*Goal of the exercise*
Below are the records; copy out every line that holds the word "Pacific".

-- Opening Marker --

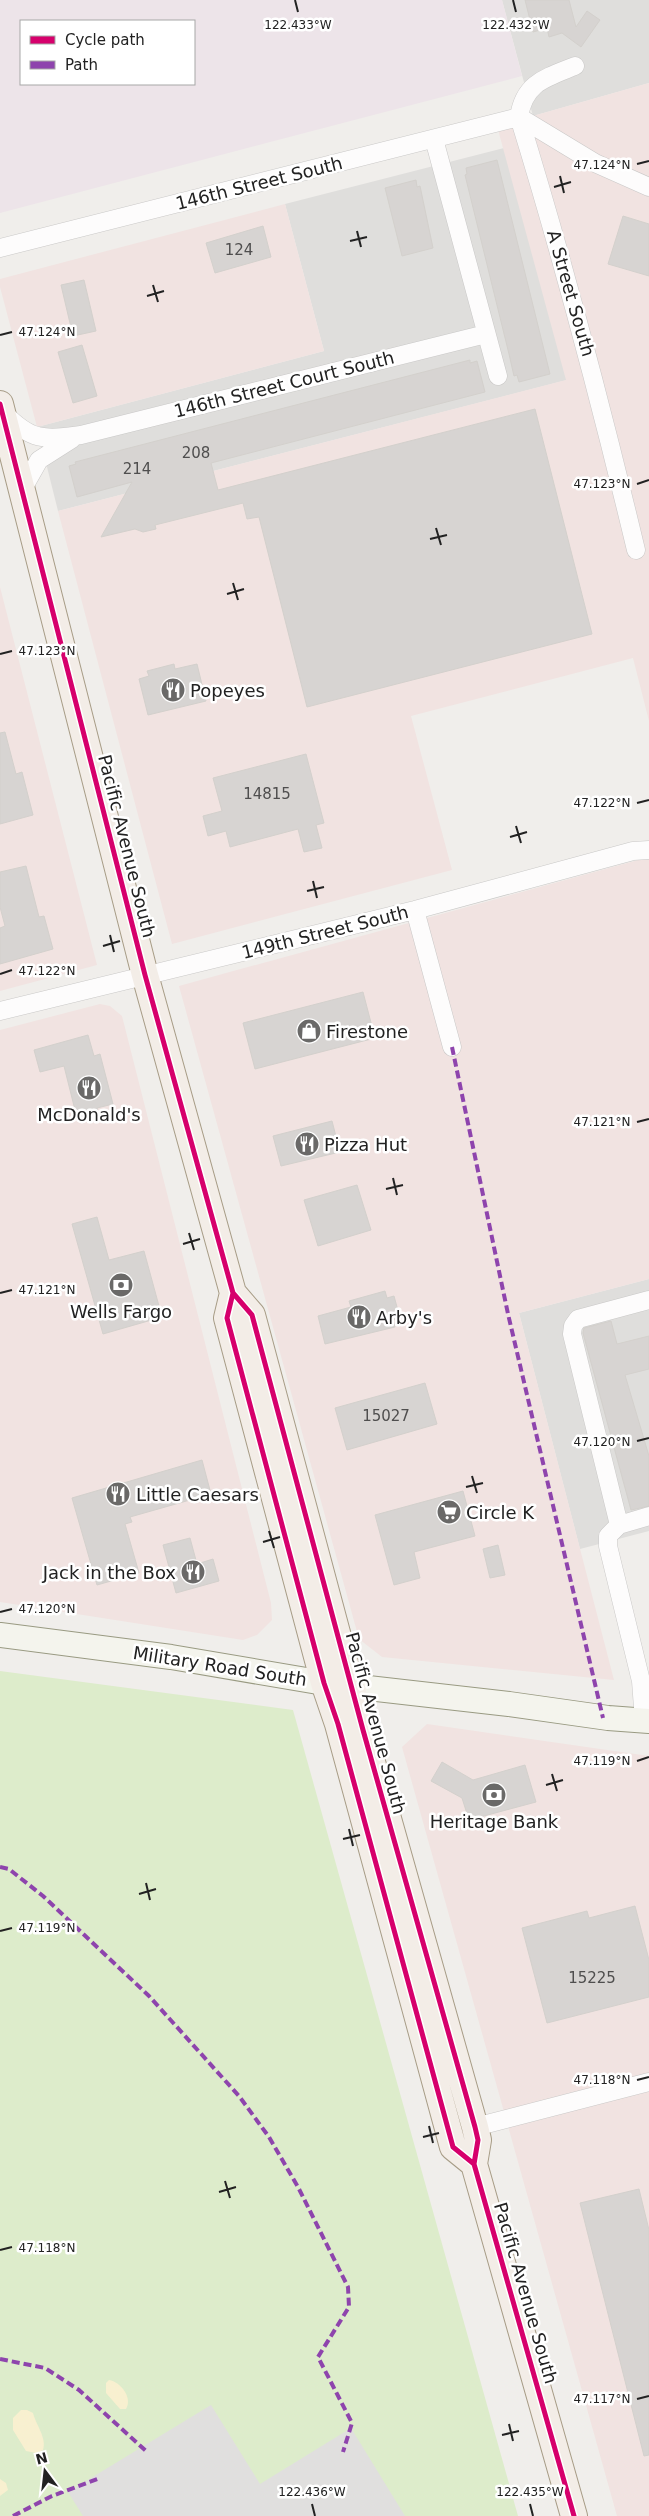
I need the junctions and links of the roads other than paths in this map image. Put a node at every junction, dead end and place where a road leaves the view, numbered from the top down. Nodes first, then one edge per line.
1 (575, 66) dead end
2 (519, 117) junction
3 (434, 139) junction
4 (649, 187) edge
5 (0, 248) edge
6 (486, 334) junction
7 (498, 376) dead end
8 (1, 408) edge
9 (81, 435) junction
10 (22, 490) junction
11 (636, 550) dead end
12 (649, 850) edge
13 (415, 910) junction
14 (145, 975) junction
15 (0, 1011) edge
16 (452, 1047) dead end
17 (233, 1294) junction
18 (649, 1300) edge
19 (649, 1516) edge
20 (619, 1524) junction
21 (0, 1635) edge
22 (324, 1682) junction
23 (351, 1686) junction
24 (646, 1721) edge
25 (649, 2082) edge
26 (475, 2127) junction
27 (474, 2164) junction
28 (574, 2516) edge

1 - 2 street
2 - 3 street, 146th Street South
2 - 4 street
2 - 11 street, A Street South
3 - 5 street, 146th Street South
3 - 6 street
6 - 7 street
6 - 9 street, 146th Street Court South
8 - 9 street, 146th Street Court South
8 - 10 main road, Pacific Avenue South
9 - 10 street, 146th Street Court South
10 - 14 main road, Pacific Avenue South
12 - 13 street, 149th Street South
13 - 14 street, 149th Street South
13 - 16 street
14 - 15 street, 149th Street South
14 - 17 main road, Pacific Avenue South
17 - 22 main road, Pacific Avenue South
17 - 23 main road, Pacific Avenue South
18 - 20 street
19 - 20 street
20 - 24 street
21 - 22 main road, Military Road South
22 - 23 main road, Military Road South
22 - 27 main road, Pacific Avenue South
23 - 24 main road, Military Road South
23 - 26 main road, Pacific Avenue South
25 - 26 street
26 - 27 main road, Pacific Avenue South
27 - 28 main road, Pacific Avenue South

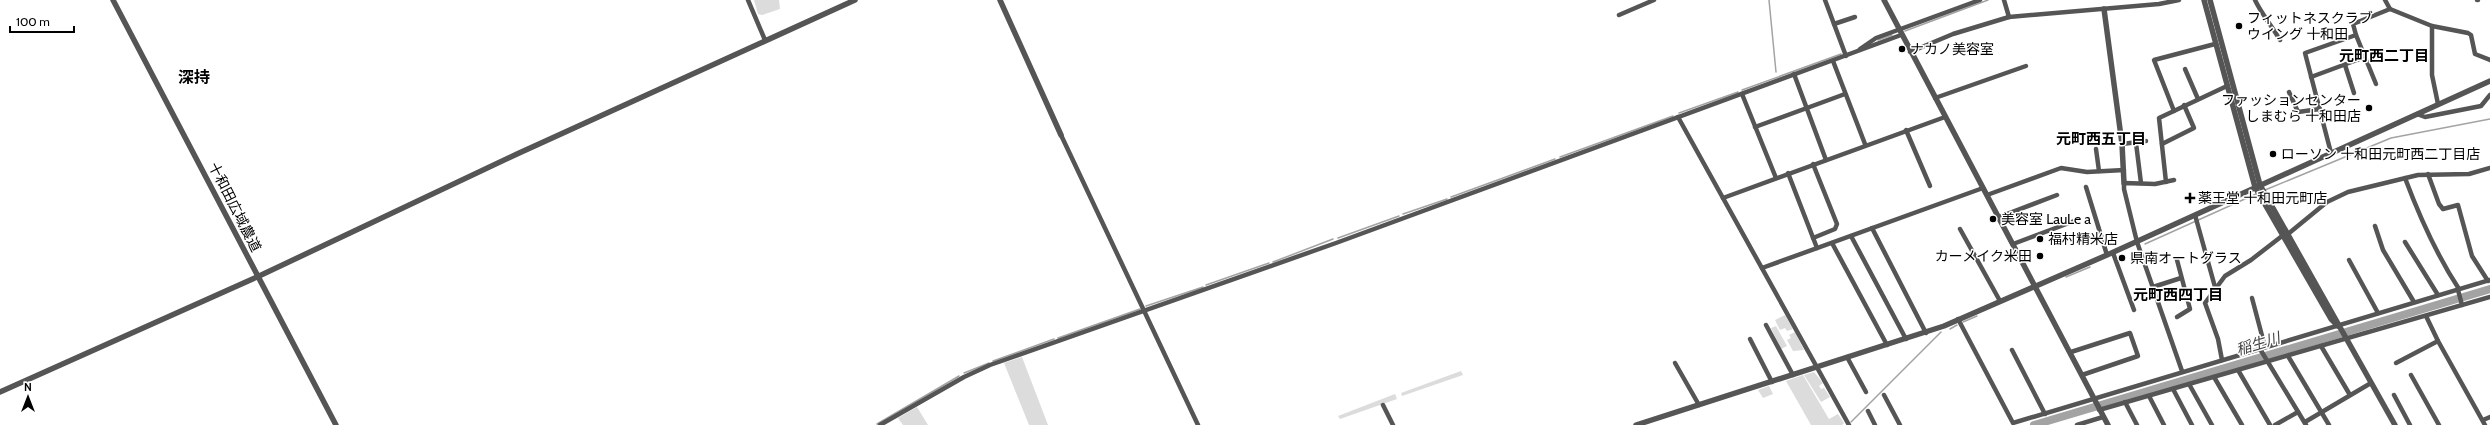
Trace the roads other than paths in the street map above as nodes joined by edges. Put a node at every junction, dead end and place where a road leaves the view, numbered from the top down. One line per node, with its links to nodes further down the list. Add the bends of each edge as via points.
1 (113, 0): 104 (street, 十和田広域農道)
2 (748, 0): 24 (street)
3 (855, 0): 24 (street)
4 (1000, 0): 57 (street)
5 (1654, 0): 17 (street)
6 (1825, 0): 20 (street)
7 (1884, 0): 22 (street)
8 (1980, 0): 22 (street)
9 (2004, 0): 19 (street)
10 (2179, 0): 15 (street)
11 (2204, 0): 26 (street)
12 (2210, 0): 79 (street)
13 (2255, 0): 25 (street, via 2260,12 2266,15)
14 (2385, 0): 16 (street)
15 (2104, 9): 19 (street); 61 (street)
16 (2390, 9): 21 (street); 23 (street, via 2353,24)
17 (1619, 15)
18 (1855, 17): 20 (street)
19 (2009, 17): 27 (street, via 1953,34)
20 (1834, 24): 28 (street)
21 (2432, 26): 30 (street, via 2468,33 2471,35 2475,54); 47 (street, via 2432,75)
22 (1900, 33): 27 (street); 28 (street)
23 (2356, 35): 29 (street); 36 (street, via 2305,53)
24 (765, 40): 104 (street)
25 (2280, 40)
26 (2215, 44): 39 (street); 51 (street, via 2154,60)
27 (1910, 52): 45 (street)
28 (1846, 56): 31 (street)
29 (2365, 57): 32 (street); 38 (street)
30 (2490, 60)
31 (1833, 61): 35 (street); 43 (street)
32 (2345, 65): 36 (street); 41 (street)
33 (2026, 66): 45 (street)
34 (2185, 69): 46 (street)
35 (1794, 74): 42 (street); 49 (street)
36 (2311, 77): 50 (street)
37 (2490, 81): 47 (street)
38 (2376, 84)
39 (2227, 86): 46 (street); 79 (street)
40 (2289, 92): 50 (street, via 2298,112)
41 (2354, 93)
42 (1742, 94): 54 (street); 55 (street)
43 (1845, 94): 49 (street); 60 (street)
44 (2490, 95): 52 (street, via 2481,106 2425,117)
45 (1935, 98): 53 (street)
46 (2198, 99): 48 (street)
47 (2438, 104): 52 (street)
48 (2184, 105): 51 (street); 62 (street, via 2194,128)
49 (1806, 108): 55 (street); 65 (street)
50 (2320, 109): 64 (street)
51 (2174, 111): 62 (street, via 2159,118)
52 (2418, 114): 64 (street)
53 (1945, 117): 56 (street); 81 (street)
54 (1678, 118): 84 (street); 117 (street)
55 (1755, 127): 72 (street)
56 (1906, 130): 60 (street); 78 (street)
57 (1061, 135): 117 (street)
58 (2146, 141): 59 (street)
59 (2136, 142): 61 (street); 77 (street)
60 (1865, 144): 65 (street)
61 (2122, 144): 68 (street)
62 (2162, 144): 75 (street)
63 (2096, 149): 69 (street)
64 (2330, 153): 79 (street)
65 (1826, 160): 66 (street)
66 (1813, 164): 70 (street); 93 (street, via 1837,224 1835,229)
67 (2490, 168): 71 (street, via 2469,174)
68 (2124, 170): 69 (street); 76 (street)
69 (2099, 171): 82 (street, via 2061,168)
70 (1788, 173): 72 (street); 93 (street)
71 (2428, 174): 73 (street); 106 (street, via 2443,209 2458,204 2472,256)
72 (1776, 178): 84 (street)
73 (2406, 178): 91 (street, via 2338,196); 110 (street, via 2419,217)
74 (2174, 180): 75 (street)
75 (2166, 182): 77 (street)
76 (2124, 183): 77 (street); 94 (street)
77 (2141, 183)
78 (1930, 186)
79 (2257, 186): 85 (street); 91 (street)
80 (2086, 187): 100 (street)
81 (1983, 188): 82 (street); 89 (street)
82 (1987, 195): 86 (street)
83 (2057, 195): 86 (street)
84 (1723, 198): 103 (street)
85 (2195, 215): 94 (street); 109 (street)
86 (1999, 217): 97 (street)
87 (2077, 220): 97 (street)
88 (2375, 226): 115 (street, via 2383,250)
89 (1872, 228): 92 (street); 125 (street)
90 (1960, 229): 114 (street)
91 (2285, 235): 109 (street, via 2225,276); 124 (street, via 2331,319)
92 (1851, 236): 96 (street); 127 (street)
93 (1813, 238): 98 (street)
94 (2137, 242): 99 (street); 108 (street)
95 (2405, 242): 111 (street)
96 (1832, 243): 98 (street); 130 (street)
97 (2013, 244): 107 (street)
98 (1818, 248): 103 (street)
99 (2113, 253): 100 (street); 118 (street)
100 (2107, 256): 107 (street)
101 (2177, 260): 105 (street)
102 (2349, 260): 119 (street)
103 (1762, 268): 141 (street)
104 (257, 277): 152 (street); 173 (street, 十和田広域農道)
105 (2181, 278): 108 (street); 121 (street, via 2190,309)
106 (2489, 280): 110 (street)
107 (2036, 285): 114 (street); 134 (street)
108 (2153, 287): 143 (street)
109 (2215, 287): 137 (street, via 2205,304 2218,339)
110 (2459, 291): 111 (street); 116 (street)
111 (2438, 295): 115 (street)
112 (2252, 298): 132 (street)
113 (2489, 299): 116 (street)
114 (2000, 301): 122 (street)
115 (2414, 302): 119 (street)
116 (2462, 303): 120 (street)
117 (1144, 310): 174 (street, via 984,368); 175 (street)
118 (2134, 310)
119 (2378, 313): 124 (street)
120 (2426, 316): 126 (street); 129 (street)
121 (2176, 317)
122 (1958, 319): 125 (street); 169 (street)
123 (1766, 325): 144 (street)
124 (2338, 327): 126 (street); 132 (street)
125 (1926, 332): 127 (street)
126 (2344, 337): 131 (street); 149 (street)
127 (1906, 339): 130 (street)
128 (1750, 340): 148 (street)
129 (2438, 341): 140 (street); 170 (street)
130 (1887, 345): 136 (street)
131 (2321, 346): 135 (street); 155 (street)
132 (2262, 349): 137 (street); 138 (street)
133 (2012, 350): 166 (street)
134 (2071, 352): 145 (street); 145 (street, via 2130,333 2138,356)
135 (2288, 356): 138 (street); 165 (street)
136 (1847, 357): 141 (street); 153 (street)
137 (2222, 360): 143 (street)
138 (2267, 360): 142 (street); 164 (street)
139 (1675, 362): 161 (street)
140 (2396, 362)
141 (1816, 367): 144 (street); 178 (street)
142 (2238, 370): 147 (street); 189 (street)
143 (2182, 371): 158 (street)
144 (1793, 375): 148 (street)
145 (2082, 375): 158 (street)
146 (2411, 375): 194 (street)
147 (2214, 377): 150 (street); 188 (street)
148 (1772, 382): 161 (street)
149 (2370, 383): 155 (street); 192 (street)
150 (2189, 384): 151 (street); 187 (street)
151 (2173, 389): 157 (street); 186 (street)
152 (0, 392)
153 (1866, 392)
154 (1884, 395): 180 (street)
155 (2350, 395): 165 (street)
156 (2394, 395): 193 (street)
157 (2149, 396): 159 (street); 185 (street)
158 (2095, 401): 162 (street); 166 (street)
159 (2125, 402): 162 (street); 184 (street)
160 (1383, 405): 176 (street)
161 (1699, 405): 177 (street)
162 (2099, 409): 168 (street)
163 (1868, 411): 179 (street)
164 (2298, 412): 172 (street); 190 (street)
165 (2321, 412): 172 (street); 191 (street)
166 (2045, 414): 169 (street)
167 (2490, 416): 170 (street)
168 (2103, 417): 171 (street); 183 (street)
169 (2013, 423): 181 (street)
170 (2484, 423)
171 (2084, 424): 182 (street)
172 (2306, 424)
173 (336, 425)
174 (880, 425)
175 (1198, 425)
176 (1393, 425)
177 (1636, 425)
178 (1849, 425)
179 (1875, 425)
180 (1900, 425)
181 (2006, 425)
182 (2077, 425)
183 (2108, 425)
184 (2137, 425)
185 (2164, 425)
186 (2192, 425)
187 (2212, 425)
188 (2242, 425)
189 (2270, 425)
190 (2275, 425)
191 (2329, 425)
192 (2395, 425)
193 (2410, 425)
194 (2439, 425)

-- Closing Marker --

*Exercise answer*
8 - 10 main road, Pacific Avenue South
10 - 14 main road, Pacific Avenue South
14 - 17 main road, Pacific Avenue South
17 - 22 main road, Pacific Avenue South
17 - 23 main road, Pacific Avenue South
22 - 27 main road, Pacific Avenue South
23 - 26 main road, Pacific Avenue South
26 - 27 main road, Pacific Avenue South
27 - 28 main road, Pacific Avenue South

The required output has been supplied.